§ **What this task involves**
From the entries that follow, report every line in which "roads" occurs.

◆ ◆ ◆

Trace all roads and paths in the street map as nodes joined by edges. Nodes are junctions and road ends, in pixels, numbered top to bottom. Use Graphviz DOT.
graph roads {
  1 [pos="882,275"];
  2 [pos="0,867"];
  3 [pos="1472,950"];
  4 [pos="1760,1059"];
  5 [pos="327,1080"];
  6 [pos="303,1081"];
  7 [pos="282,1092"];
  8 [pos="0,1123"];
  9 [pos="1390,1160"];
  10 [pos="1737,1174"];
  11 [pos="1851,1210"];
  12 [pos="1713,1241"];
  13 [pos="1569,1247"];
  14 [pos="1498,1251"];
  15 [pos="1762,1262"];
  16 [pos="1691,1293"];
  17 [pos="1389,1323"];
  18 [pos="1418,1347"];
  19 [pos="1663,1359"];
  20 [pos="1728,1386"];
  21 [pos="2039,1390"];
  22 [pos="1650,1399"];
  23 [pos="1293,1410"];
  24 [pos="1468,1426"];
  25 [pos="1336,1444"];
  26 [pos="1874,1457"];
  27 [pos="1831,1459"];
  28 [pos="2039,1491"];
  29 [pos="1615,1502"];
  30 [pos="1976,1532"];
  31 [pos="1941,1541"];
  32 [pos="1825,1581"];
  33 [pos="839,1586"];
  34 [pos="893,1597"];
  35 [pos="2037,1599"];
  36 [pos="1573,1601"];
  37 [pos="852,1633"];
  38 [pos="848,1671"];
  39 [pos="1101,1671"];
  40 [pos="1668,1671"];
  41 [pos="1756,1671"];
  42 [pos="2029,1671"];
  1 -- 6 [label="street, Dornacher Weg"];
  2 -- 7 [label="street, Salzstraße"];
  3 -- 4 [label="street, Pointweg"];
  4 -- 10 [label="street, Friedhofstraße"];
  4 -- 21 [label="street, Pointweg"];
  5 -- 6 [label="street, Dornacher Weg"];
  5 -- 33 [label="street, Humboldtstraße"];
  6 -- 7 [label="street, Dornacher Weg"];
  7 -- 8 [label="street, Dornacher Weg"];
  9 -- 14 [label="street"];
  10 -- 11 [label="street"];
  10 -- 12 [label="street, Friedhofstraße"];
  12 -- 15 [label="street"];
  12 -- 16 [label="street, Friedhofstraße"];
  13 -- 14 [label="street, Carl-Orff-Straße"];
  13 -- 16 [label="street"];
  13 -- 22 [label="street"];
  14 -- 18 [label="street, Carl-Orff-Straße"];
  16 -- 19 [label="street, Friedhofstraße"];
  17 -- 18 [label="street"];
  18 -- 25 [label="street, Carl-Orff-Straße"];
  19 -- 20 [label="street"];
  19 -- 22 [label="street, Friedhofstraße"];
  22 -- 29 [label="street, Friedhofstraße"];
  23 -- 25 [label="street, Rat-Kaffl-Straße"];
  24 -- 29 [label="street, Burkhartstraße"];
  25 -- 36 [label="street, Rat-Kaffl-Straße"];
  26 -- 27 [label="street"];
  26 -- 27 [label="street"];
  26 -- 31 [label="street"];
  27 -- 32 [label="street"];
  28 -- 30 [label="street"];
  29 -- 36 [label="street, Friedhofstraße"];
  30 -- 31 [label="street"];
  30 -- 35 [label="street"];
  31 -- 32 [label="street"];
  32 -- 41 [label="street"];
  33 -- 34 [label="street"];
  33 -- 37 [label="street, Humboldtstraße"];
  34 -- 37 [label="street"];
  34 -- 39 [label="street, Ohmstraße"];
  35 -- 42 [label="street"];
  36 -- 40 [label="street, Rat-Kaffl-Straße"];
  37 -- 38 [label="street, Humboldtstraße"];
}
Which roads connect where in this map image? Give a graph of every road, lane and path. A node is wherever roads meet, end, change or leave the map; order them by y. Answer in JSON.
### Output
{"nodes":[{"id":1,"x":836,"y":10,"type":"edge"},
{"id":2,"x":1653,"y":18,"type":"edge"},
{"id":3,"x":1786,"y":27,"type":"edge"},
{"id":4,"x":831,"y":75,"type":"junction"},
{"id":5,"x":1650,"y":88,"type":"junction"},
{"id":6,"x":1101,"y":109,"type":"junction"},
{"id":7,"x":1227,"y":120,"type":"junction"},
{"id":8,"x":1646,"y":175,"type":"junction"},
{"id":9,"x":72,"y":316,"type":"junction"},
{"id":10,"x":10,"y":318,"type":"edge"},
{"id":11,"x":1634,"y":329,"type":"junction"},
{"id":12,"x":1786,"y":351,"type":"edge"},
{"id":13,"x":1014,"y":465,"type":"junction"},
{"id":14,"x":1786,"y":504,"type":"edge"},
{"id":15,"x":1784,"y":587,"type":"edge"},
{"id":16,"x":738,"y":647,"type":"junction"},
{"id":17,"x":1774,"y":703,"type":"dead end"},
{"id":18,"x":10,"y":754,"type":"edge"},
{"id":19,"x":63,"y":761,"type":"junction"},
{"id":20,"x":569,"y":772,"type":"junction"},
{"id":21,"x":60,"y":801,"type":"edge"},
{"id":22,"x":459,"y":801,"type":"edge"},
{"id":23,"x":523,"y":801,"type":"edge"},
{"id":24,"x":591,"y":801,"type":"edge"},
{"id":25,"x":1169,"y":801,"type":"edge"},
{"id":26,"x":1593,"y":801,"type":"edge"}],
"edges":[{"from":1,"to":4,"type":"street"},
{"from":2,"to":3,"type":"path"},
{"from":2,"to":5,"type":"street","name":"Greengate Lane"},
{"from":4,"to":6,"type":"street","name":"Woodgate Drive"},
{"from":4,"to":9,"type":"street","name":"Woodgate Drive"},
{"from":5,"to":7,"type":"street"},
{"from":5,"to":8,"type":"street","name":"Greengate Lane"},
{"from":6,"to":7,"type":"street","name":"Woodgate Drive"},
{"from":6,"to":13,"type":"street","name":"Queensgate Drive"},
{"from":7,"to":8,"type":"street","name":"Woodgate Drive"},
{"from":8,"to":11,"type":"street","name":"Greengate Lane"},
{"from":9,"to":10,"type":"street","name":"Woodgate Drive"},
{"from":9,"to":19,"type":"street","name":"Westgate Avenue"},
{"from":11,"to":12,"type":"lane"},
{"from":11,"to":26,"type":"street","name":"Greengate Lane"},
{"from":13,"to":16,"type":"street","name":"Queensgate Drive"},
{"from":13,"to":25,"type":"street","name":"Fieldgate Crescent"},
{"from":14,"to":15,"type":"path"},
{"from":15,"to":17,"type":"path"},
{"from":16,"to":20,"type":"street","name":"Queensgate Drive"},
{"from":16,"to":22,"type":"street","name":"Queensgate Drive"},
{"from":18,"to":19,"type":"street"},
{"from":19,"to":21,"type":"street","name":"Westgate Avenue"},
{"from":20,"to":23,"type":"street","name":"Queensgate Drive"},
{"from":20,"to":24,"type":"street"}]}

◆ ◆ ◆

§ **Answer area**
Trace all roads and paths in the street map as nodes joined by edges. Nodes are junctions and road ends, in pixels, numbered top to bottom. Use Graphviz DOT.
graph roads {
Which roads connect where in this map image? Give a graph of every road, lane and path. A node is wherever roads meet, end, change or leave the map; order them by y. Answer in JSON.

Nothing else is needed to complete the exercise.